WHAT MOST OF INDIA is to the hyper-reality of Slumdog Millionaire, the coastal state of Kerala is to high mountains, sandalwood forests, and, most important, the monsoon. Each summer, along this narrow state occupying the southwestern edge of India, the ferocious rains and wind that originate in the Indian Ocean first strike.
This happens, with remarkable consistency, starting around June 1, when the monsoon rolls into Kerala and begins blowing through the country, advancing steadily north through India in a storm system that produces strong northeasterly winds. By June 10 it has usually hit Mumbai and Calcutta. By July 15, all of India will lie beneath a claustrophobic dome of pewter that settles over the country like a garbage-can lid. In the north, along the Pakistan border, even hardscrabble villages in the great Thar Desert will get a month of rain.
But Kerala is the sweet spot. During the monsoon's nearly half-year cycle of rain, it will never completely leave this soaked, subtropical Eden. In a typical monsoon, the northeast and west coasts of India receive about 118 inches of rain. That's both a glorious and dangerous amount of freshwater for a four-to-six-month stretch, but it's only an average. In July 2005, Mumbai got 37 inches in one day. Last September, 900,000 villagers fled their homes after the Kosi River burst its banks, turning much of the state of Bihar into a sprawling lake.
For travelers, the monsoon period is considered the most wretched time to visit India, but wretched was what I wanted. I've spent my life in the eternal rainforests of Southeast Alaska and the Pacific Northwest, so you might assume I've already experienced enough rain for one incarnation. But I haven't. Surprising as it might seem coming from someone who owns 14 rain jackets, I mostly feel cheated where precipitation is concerned.
Rain in the Northwest is, like the locals, misty, pleasant, and polite; often gloomy but rarely flamboyant. Rain we get, but almost never the opening-of-the-heavens theatrics of midwestern or southeastern thunderstorms. As my aunt Gay told friends upon returning to Ohio after a two-week visit to Juneau, "It's the craziest thingit rains all the time, but you never get wet."
Decades of congenial drizzle have left me with a powerful craving for authentic rain. Belligerent rain. Rain so hard and steady that the fish complain about it. Thinking this way about the rain inevitably got me thinking about India. This in turn made every Indian I contacted about traveling to Kerala in June ask if I'd lost my mind.
"It will rain every day," they warned. "You will not be able to tolerate the heat." "June is the absolute worst time of all in India, and a perfect hell in Kerala."
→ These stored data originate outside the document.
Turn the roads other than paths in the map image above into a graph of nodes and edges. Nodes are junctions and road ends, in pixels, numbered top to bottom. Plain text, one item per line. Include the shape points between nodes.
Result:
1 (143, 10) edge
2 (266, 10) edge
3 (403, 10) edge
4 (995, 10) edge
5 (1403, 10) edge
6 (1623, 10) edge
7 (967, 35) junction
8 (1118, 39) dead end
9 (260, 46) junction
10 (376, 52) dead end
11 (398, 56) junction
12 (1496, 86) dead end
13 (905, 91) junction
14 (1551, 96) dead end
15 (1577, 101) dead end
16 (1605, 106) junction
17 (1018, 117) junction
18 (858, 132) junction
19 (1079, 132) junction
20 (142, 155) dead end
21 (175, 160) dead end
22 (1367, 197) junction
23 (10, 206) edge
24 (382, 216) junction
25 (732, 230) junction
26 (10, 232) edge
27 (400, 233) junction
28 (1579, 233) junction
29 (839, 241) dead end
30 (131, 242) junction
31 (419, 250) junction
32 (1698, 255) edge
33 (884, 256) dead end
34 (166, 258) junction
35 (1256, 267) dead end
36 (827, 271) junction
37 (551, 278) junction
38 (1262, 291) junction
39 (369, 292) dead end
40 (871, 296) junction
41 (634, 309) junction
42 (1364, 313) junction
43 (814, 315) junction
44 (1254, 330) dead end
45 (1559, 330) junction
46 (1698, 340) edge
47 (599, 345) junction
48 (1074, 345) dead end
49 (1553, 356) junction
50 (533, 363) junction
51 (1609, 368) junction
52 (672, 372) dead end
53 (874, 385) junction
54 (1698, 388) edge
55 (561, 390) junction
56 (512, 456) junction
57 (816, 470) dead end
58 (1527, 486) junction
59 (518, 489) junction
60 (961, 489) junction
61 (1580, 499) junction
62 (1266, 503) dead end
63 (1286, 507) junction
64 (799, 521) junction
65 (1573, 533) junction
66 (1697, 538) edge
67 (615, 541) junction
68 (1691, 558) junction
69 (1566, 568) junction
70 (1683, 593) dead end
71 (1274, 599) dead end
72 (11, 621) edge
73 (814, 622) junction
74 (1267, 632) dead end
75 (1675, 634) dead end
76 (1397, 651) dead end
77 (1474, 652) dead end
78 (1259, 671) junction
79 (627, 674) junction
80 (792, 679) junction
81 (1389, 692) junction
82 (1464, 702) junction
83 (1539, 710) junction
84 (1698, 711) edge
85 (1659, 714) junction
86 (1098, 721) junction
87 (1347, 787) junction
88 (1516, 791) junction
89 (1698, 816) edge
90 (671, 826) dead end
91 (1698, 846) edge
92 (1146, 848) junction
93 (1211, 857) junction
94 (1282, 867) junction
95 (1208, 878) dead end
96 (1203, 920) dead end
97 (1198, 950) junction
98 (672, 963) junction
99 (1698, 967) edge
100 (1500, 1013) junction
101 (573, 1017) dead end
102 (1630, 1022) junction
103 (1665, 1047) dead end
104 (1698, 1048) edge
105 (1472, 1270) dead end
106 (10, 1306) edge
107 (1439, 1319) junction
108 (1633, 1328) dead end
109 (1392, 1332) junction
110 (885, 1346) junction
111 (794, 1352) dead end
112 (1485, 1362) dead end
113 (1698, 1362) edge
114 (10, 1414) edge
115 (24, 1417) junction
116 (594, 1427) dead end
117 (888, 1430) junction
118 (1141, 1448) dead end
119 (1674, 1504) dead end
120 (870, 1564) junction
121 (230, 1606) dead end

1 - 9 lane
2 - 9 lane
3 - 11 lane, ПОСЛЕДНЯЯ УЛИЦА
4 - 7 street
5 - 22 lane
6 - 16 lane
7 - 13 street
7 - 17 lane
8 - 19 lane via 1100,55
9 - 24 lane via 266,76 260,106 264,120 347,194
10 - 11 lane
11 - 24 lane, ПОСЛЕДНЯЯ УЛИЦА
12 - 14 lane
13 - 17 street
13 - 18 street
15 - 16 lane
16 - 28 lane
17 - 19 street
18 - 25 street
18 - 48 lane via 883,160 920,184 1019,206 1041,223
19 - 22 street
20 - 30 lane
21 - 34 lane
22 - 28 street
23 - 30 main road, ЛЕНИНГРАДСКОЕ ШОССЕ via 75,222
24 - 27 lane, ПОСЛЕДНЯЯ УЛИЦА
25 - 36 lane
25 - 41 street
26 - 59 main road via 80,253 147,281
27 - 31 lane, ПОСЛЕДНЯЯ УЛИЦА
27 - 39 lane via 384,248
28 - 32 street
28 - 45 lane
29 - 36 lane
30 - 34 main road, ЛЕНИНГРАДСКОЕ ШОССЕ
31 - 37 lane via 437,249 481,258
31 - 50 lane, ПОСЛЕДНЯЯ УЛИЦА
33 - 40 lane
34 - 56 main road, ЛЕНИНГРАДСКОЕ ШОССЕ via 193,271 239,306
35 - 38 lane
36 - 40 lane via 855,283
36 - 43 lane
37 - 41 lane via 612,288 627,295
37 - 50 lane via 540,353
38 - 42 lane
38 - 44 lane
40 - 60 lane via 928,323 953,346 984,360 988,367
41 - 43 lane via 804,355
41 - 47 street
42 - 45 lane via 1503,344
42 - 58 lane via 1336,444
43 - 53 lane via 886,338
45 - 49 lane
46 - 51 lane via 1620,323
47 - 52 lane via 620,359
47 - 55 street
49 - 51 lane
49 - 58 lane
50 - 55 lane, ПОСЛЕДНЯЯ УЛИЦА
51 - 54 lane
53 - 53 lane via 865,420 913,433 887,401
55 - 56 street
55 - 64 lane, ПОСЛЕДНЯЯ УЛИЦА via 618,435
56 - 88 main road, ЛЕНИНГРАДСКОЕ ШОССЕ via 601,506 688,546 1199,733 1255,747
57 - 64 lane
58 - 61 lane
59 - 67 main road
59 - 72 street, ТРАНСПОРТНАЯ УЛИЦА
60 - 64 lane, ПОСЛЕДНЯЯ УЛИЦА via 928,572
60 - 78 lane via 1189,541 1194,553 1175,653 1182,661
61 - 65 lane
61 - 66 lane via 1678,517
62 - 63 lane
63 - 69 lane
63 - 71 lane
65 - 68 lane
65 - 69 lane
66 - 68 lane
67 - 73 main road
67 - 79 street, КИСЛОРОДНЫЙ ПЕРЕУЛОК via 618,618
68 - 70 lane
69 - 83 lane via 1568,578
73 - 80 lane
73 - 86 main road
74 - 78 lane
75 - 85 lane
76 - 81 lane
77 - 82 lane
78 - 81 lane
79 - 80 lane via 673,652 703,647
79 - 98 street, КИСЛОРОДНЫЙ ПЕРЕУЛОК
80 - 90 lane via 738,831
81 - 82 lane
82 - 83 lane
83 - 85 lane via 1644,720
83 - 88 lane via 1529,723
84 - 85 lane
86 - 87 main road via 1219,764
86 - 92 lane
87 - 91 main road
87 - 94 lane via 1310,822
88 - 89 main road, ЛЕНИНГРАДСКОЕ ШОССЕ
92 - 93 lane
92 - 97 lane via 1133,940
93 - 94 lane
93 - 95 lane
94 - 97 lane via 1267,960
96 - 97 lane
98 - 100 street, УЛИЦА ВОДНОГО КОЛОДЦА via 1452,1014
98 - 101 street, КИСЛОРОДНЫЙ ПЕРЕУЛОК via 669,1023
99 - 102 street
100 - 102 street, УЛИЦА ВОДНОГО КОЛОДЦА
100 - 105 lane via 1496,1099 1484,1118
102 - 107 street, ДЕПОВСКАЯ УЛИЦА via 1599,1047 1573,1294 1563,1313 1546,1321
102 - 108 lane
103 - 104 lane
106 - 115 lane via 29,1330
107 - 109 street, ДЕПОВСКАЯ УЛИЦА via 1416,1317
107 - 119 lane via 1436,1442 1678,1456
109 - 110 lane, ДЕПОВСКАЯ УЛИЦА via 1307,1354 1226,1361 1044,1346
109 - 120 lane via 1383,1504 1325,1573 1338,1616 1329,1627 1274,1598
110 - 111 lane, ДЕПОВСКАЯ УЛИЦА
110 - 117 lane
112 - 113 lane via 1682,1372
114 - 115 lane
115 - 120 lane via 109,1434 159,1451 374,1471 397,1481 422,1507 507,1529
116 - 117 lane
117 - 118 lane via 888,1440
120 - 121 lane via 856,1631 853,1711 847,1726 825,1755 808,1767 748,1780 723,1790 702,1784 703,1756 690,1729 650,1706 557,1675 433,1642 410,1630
This was a surprise. I thought Indians were supposed to love the monsoon. Ancient ragas have woven it into the national mythology. The country's entire life cycle supposedly revolves around a weather system that, at its climax, covers one-third of the planet.
The more Indians I talked to, however, the more I got the sense that the monsoon may not be the cause célèbre it once was. Seasonal rains used to mean survival in a country with little assured irrigation, but advances in food preservation have eliminated the worst rural starvation. Improved transportation means villages are no longer isolated by annual flooding. Even Bollywood's famed wet-sari dancesfor decades the only legitimate T&A that Indians were allowed to enjoyhave been rendered quaint by the high heels and micro-miniskirts of the "Bombabes" who are bringing skank fashion to every corner of the country.
More important, motorists hate the legendary traffic jams the rains bring, and it's motorists who are driving (literally, figuratively) India in its manic aspirational push to keep up with China's manic aspirational push to overtake the United States' position of global economic primacy.
"And we come to the same story...which is repeated every year," bitches a typical Times of India article. "The monsoon showers playing havoc on the city roads, and the harried commuters praying for relief and cursing the authorities all the while."
Given that no one likes an outsider who's been in their country all of three weeks lecturing them about their culture, I assumed locals would be angered by my position that the modern state has blown past the monsoon. From train platforms to spice shops, I've been springing my monsoon-is-dead thesis on every Indian who will talk to me, yet, astonishingly, not one seems all that offended by my outlandish challenge to the national identity. After road-testing it on an endless array of bystanders in Delhi and Mumbai, I decided my old rain jacket was ready for the ultimate shakedown in Kerala.